[
https://issues.apache.org/jira/browse/AIRFLOW-6544?page=com.atlassian.jira.plugin.system.issuetabpanels:comment-tabpanel&focusedCommentId=17092486#comment-17092486
]
ASF GitHub Bot commented on AIRFLOW-6544:
-----------------------------------------
larryzhu2018 commented on pull request #7141:
URL: https://github.com/apache/airflow/pull/7141#issuecomment-619482093
> I replicated the change in our internal staging env, the webserver does
not stop fetching the log until it timed out. As you can see the last line is
>

>
> Our setting is `END_OF_LOG_MARK = u'\u0004\n'`
>
logging pipeline in general does not work with whitespaces. Can you please
change this to "end_of_log_for_airflow_task_instance" and also as I mentioned
before you will need to turn on json format for the elastic search scenarios to
work well because otherwise parsing the dag_id, task_id etc would be harder in
elasticsearch. Please see the ingestion pipeline that I shared out earlier.

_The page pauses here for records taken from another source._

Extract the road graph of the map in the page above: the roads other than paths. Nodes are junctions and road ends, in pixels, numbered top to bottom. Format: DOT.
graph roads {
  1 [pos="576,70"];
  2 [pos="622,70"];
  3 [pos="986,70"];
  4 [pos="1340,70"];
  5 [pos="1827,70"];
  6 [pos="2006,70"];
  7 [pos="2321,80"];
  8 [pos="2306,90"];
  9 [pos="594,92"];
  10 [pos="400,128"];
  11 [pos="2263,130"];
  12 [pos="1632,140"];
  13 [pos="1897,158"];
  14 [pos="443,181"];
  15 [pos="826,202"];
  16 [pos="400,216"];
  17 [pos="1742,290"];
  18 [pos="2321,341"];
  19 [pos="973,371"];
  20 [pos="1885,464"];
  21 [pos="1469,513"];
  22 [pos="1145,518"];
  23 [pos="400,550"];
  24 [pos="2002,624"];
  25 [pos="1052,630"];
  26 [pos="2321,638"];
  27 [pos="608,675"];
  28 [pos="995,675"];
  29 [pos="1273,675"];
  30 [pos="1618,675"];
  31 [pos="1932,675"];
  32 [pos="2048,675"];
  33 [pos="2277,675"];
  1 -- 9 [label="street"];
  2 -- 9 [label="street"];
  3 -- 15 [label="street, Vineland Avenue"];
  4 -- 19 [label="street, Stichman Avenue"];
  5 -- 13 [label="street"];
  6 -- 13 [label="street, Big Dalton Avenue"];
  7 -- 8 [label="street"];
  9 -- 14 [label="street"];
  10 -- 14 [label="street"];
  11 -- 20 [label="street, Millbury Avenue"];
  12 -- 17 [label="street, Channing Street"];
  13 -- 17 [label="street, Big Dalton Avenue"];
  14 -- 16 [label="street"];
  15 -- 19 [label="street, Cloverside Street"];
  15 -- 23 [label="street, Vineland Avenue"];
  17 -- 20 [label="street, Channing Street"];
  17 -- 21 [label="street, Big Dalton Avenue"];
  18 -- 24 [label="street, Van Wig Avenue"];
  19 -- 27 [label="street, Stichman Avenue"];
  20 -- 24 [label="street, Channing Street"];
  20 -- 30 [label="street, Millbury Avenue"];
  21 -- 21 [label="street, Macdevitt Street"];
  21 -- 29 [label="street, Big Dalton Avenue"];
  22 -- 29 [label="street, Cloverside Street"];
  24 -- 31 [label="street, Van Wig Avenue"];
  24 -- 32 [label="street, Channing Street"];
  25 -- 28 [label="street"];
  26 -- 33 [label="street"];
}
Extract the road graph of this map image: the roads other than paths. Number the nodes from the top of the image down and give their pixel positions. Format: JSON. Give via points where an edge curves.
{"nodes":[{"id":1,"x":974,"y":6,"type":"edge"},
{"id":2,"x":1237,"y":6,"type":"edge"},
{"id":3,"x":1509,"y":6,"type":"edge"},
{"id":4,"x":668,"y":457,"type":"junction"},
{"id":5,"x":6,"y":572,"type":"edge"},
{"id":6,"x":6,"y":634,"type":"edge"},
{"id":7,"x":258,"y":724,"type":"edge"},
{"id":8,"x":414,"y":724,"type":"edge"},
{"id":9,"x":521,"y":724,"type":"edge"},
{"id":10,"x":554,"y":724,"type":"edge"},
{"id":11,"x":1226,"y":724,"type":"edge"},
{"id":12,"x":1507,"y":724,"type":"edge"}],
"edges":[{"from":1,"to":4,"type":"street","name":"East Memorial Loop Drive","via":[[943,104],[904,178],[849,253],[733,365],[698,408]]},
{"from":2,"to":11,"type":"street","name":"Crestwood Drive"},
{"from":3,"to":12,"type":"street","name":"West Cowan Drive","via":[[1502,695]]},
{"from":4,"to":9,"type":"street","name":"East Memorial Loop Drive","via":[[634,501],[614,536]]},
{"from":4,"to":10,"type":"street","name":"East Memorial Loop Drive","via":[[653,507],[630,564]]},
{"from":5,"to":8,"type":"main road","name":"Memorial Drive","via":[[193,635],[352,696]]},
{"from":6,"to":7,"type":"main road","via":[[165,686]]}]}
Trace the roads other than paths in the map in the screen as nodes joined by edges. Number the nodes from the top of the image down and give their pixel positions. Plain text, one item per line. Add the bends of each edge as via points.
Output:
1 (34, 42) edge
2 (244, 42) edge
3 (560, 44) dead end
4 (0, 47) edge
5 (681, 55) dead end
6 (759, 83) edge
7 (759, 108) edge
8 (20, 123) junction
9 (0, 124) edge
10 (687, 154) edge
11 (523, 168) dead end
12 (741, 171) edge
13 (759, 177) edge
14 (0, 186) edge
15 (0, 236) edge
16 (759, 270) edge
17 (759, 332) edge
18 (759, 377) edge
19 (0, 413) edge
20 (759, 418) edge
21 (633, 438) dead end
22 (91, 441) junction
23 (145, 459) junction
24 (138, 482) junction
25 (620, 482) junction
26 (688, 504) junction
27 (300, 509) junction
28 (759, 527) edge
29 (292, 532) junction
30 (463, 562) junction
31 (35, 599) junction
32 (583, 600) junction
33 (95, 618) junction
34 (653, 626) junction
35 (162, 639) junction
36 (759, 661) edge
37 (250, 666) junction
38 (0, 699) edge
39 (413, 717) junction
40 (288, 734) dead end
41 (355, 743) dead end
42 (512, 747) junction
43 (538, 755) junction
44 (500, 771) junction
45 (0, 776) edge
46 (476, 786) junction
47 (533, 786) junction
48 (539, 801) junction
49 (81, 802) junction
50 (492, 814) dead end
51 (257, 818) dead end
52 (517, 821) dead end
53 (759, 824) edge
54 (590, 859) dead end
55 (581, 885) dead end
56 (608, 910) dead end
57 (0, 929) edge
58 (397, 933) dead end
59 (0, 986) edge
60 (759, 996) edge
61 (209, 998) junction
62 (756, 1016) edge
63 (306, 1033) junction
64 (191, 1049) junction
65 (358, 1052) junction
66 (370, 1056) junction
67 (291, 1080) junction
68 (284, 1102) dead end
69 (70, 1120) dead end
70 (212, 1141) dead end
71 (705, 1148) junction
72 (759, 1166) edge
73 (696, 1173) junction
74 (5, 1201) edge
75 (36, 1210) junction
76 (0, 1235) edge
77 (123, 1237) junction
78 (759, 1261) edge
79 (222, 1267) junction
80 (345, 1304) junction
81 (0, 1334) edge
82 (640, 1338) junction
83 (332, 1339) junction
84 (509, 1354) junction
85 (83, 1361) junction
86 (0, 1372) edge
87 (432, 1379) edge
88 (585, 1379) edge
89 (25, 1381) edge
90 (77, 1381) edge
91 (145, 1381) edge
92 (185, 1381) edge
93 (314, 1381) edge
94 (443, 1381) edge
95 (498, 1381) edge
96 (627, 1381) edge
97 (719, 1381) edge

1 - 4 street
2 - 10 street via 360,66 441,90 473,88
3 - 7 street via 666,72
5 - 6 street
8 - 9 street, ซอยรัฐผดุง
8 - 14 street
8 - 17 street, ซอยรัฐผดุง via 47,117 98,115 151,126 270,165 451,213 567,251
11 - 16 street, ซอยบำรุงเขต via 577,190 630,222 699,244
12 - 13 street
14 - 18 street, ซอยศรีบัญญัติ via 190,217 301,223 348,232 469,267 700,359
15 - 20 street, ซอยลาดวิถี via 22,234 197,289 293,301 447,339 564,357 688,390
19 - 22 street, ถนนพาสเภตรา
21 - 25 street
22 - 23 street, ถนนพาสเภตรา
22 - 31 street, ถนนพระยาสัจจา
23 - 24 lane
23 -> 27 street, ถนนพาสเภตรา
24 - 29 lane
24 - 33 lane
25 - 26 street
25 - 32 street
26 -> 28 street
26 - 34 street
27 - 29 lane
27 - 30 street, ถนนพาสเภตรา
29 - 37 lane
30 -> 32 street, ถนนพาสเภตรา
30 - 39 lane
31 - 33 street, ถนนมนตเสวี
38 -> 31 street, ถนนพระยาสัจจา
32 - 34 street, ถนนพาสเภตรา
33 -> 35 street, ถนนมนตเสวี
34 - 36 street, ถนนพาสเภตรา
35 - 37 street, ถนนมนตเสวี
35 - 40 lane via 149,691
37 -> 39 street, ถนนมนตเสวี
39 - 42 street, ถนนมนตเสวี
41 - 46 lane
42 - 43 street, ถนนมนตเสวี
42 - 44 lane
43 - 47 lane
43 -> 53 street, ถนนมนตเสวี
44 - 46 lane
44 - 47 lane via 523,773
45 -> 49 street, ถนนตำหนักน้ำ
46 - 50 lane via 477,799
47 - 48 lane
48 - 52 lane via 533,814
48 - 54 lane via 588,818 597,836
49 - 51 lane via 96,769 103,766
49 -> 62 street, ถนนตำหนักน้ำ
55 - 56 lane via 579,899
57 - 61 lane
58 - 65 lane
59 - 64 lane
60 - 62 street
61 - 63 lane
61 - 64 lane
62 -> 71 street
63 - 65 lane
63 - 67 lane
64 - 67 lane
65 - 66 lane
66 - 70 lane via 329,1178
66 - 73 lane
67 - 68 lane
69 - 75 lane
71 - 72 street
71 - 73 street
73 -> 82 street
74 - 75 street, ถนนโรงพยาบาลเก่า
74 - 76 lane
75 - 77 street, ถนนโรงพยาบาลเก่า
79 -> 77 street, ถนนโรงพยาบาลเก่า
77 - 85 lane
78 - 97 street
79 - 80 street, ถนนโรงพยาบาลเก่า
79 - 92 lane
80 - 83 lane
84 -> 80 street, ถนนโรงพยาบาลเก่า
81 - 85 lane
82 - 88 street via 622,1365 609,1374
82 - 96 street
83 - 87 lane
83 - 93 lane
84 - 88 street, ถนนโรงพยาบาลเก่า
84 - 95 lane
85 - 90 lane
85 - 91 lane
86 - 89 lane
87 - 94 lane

Here are the configurations I use for enabling logging for elasticsearch
config:
AIRFLOW__CORE__REMOTE_LOGGING: "True"
AIRFLOW__ELASTICSEARCH__HOST: "dev-iad-cluster-ingest.controltower:9200"
AIRFLOW__ELASTICSEARCH__LOG_ID_TEMPLATE:
"{dag_id}-{task_id}-{execution_date}-{try_number}"
AIRFLOW__ELASTICSEARCH__END_OF_LOG_MARK:
"end_of_log_for_airflow_task_instance"
AIRFLOW__ELASTICSEARCH__WRITE_STDOUT: "True"
AIRFLOW__ELASTICSEARCH__JSON_FORMAT: "True"
AIRFLOW__ELASTICSEARCH__JSON_FIELDS: "asctime, filename, lineno,
levelname, message"
AIRFLOW__ELASTICSEARCH__INDEX: "filebeat-*"
AIRFLOW__LOGGING__COLORED_CONSOLE_LOG: "False"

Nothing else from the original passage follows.